Timing of EOL notices

Jamie Strandboge jamie at canonical.com
Fri May 18 16:21:51 UTC 2012


On Fri, 2012-05-18 at 10:58 -0500, Jamie Strandboge wrote:
> Hi Kate,
> 
> I took an action item at UDS to discuss with the release team the timing
> of the EOL notices. Because we are currently backporting the kernel (and
> eventually X stack) to earlier releases, the timing of the EOL notice
> has an effect on the support for people running an LTS with backported
> kernel/X packages. Because the security, kernel and desktop teams will
> stop performing security updates past the EOL, it the EOL happens
> earlier than the release day, there can be a gap in support.
> 
> A specific example: 10.10 was EOLd in early April this year. 10.04 LTS
> users with a backported maverick kernel therefore no longer received
> security updates for this kernel after the EOL announcement (naturally),
> but these users did not have a viable upgrade path to maintain security
> support.

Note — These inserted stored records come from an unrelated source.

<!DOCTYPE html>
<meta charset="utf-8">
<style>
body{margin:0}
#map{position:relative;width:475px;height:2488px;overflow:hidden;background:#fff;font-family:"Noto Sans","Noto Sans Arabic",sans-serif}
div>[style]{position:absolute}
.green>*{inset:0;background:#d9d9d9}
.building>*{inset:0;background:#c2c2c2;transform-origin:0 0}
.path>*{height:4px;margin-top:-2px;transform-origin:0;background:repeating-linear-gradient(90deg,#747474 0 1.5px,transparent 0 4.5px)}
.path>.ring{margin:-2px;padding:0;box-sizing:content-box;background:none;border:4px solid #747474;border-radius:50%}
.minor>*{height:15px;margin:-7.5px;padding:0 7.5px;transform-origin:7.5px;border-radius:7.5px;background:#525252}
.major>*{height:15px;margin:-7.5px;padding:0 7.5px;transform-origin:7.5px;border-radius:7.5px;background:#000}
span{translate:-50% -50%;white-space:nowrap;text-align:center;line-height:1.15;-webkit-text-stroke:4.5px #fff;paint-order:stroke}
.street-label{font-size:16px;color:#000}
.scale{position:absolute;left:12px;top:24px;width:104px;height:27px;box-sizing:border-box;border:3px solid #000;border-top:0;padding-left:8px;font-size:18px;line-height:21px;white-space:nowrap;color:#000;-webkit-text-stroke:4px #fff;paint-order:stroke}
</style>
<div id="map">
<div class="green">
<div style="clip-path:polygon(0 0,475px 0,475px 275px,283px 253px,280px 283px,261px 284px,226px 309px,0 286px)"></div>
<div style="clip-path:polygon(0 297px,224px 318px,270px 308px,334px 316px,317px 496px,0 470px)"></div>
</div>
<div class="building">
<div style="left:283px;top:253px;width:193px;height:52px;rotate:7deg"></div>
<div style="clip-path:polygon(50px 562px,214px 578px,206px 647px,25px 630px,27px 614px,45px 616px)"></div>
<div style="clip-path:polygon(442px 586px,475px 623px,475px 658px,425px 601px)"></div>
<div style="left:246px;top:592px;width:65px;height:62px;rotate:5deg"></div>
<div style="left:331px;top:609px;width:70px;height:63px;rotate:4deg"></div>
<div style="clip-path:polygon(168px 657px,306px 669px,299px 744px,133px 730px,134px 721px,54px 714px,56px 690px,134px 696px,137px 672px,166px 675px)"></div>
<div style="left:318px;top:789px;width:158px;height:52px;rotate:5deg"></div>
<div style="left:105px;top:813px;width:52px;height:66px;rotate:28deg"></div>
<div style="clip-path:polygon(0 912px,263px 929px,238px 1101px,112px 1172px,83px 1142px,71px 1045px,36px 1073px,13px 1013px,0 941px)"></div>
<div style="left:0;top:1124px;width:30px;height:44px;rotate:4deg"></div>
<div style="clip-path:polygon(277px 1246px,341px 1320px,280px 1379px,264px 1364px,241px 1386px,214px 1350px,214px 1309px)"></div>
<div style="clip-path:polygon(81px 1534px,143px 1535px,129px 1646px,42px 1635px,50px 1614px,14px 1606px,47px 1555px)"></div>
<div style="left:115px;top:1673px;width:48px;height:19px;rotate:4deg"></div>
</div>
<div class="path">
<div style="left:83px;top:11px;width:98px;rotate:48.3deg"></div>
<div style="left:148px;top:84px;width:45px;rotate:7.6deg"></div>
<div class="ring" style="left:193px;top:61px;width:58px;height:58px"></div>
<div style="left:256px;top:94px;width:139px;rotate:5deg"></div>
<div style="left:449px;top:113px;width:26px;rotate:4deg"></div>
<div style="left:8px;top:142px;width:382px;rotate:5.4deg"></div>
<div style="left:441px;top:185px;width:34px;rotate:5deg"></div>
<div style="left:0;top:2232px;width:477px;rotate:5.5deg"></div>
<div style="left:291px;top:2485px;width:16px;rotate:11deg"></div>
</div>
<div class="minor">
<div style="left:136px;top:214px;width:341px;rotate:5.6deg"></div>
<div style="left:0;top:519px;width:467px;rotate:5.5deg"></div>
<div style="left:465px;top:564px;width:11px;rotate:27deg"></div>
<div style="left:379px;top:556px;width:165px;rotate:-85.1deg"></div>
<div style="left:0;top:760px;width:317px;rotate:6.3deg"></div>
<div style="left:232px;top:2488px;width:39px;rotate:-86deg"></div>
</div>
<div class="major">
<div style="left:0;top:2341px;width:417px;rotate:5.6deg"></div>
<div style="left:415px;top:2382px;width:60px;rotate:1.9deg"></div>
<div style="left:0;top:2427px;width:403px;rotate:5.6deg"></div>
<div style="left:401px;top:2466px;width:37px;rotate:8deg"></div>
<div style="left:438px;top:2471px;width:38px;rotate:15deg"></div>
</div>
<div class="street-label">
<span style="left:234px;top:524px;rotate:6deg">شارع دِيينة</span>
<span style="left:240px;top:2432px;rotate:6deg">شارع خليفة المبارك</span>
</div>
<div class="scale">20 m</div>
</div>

They couldn't go to 10.10 (it was just made EOL) and 12.04 LTS
> was not released yet. I suggest the EOL announcement go out on the
> Friday or Monday after release such that there is at least a day of
> overlap. This is still within the spirit of 18 months support, even if
> it is actually off be a few days.
> 

I forgot to mention (Micah pointed it out to me off-list) but had
thought about the fact that people could upgrade to the next stack, so
the 10.04 LTS users could have gone to the 11.04 backport for the time
between when 10.10 was EOL and 12.04 LTS released. However, I would
argue this is not ideal as it requires users to go through the pain of a
kernel transition prior to upgrading to the next LTS (which could
involve significant QA for enterprises) (ie 10.04 with 10.10 backport ->
10.04 with 11.04 backport -> 12.04 when all they really need it 10.04
with 10.10 backport -> 12.04). Obviously for people who want to stay on
the LTS with the backported stack, they should just go to the next one
(11.04 stack on 10.04 LTS in this example).

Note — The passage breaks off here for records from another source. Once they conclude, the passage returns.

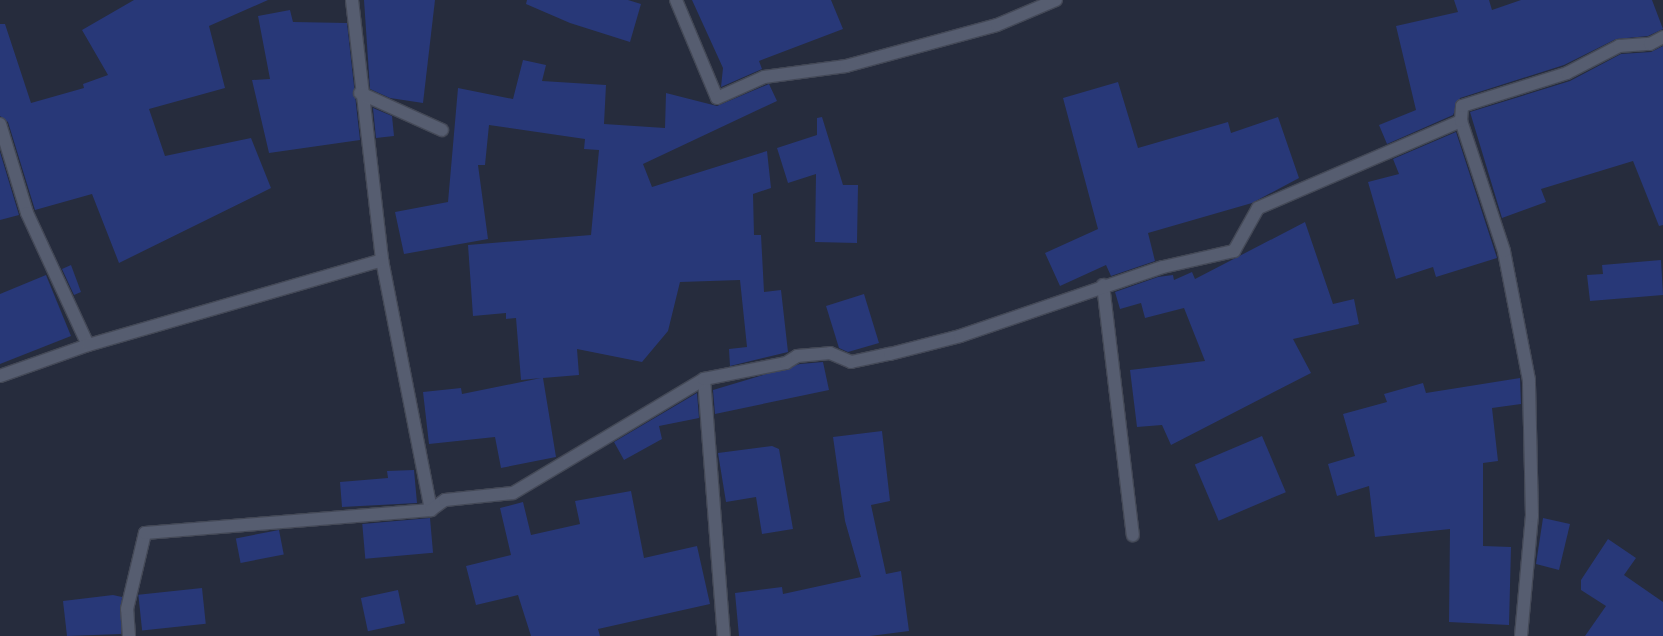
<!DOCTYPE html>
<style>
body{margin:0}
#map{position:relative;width:1663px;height:636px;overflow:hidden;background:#262c3d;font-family:Barlow,sans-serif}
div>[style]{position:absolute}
.building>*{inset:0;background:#283878;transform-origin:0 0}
.roads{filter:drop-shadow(1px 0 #444957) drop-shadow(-1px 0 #444957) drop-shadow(0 1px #444957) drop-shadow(0 -1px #444957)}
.minor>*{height:12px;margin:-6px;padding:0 6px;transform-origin:6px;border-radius:6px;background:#565d70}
span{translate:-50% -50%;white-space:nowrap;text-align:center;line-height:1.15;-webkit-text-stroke:4px #1d2232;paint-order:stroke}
</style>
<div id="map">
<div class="building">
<i style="clip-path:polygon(134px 0,268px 0,209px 26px,225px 88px,149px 109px,165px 156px,251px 138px,271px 188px,119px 263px,92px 194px,35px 210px,8px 122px,0 116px,0 24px,5px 24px,31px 103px,84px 88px,83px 84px,108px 75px,82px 30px)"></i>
<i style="clip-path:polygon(364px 0,435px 0,423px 103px,390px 98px,370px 89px)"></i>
<i style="clip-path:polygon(527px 0,628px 0,641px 4px,630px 42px,570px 23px,526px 4px)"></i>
<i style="clip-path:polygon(692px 0,831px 0,843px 29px,759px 61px,762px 69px,721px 87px,723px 68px)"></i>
<i style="clip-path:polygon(1454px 0,1489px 0,1492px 10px,1521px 0,1652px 0,1663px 29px,1648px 36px,1616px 39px,1564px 65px,1460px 98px,1453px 115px,1387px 144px,1379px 125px,1416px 110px,1396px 26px,1458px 12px)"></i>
<i style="clip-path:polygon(290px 10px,293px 22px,347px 23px,360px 140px,269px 153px,252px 80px,270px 79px,258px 16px)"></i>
<i style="clip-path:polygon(1663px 46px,1663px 225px,1659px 226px,1633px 161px,1541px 189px,1546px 202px,1502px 218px,1470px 112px,1570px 81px,1621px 54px,1651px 52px)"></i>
<i style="clip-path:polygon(523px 60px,546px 65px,542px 81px,606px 85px,604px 124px,665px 128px,666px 93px,717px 106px,769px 84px,777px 101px,643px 164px,652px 187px,767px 151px,771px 188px,753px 194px,754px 235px,761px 235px,764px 292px,781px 290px,788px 352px,730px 366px,729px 349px,747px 347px,740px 280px,680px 282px,668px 331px,642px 362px,577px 349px,579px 375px,543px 378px,556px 457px,501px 468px,495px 437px,429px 444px,423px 392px,461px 388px,462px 394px,541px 378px,521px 380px,516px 318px,506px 319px,506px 313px,473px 316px,468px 245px,591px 235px,599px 150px,584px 149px,585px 139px,489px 125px,485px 165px,478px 165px,488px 239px,404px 254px,395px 212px,448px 202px,458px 88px,513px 99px)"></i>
<i style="clip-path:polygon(1118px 82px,1138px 148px,1228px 122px,1231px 133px,1278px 117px,1299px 178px,1252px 203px,1148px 233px,1155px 261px,1111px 276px,1106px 265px,1060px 286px,1045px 253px,1098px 229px,1063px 98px)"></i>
<i style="clip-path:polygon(373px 108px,392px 116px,394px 136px,376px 138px)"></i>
<i style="clip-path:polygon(822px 117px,843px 185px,858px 185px,857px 243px,815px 242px,816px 174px,788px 183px,777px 148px,817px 135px,817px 118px)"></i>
<i style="clip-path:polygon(1456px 132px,1497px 258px,1436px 277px,1433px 267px,1396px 279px,1368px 182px,1399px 174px,1393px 159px)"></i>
<i style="clip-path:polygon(0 152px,19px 215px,0 220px)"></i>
<i style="clip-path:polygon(1305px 222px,1333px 304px,1354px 299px,1359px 324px,1293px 339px,1311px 373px,1171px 445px,1162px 425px,1137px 427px,1130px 370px,1205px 361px,1184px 308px,1145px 318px,1141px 303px,1120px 309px,1115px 292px,1158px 277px,1173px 275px,1174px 280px,1192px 272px,1195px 279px)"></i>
<i style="clip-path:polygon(1661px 260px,1663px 295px,1590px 301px,1587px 275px,1603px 274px,1602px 265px)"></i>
<i style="clip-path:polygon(71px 265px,81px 292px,74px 295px,62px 269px)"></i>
<i style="clip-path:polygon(46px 275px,71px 336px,0 364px,0 294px)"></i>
<i style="clip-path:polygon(864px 294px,879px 343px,848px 352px,839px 348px,826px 306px)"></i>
<i style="clip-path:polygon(823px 362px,829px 390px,715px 414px,713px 390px,800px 364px)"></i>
<i style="clip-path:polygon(1520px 378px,1521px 404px,1492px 408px,1498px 461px,1483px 463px,1483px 546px,1511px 547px,1509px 625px,1449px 622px,1450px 529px,1375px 537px,1369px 486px,1337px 496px,1328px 464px,1355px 456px,1343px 414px,1387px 402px,1384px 394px,1423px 383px,1426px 393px)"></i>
<i style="clip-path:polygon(697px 393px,699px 418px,659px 426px,662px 439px,624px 460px,614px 442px)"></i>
<i style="clip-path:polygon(882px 431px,890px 501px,871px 505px,886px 574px,901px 571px,909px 631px,870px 636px,739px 636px,735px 593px,782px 587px,783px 594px,861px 577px,845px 521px,833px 437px)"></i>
<i style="left:1262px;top:436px;width:61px;height:73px;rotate:67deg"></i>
<i style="clip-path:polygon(772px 446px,779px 449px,793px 529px,762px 534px,756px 497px,726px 502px,718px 453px)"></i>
<i style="clip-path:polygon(414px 470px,417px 503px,342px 507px,340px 482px,388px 478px,387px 471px)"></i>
<i style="clip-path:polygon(631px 491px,644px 558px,697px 546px,710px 604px,598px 629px,600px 636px,531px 636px,518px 595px,476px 605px,466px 566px,511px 555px,500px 508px,523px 502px,531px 535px,580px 524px,575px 501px)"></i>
<i style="left:430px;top:518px;width:35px;height:68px;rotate:85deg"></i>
<i style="clip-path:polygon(1543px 518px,1570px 524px,1559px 570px,1536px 564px)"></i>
<i style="left:279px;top:530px;width:25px;height:44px;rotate:79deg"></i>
<i style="clip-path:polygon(1608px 539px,1636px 558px,1624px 575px,1663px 602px,1663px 636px,1585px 636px,1606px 606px,1581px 590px,1581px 580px)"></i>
<i style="left:202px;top:588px;width:36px;height:64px;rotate:84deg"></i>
<i style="left:398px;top:590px;width:34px;height:38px;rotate:78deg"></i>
<i style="clip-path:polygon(113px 595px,122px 597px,121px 634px,67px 636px,63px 601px)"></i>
</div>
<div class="roads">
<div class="minor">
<i style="left:352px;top:0;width:262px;rotate:83.4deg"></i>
<i style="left:382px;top:260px;width:255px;rotate:78.9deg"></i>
<i style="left:676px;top:0;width:106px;rotate:67.3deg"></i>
<i style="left:717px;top:98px;width:51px;rotate:-24.1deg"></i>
<i style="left:764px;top:77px;width:83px;rotate:-7.6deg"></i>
<i style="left:846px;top:66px;width:156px;rotate:-15.2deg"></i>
<i style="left:997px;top:25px;width:64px;rotate:-23deg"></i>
<i style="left:360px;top:93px;width:90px;rotate:24.3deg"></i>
<i style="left:0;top:124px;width:93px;rotate:73.1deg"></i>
<i style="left:27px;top:213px;width:145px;rotate:65.2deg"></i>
<i style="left:1103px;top:285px;width:252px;rotate:83.2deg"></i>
<i style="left:0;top:376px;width:93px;rotate:-19.4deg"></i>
<i style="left:88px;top:345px;width:306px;rotate:-16.1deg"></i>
<i style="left:704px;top:379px;width:258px;rotate:85.6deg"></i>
<i style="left:129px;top:636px;width:27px;rotate:-94deg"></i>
<i style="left:127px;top:609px;width:78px;rotate:-76.7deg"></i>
<i style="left:145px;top:533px;width:287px;rotate:-4.6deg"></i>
<i style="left:431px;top:510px;width:17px;rotate:-36deg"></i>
<i style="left:445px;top:500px;width:68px;rotate:-5.9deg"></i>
<i style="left:513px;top:493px;width:222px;rotate:-30.8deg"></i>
<i style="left:704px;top:379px;width:84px;rotate:-11deg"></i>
<i style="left:786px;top:363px;width:13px;rotate:-32deg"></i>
<i style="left:797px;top:356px;width:33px;rotate:-5deg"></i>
<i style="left:830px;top:353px;width:23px;rotate:23deg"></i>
<i style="left:851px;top:362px;width:40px;rotate:-12deg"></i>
<i style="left:890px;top:354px;width:72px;rotate:-14.4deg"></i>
<i style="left:960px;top:336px;width:214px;rotate:-18.8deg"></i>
<i style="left:1163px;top:267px;width:73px;rotate:-12.7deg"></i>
<i style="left:1234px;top:251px;width:49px;rotate:-60.8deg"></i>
<i style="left:1258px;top:208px;width:221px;rotate:-23.2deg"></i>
<i style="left:1521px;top:636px;width:121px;rotate:-84.8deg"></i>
<i style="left:1532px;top:516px;width:136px;rotate:-91.3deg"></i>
<i style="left:1529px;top:380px;width:131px;rotate:-101deg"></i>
<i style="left:1504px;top:251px;width:137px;rotate:-108.3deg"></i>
<i style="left:1461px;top:121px;width:15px;rotate:-86deg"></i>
<i style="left:1462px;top:106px;width:110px;rotate:-17.4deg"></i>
<i style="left:1567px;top:73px;width:59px;rotate:-27.4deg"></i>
<i style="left:1619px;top:46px;width:31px;rotate:-4deg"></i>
<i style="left:1650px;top:44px;width:15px;rotate:-28deg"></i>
</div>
</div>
</div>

I might also put my 2 cents in on what an EOL arriving 'on time'
actually means. I don't know where that is defined but it seemed like it
was 2400 days (18 * 30), but this is not 18 months. I would argue that
making the EOL announcement to be the same day of the month minus one
day but 18 months later is 'on time' (eg, if 10.10 was release on Oct 26
2010, then EOL would happen on April 25 of 2012). While I actually
propose to delay a few days for overlap, I feel this is more in the
spirit of 18 months and actually closer to being 'on time'.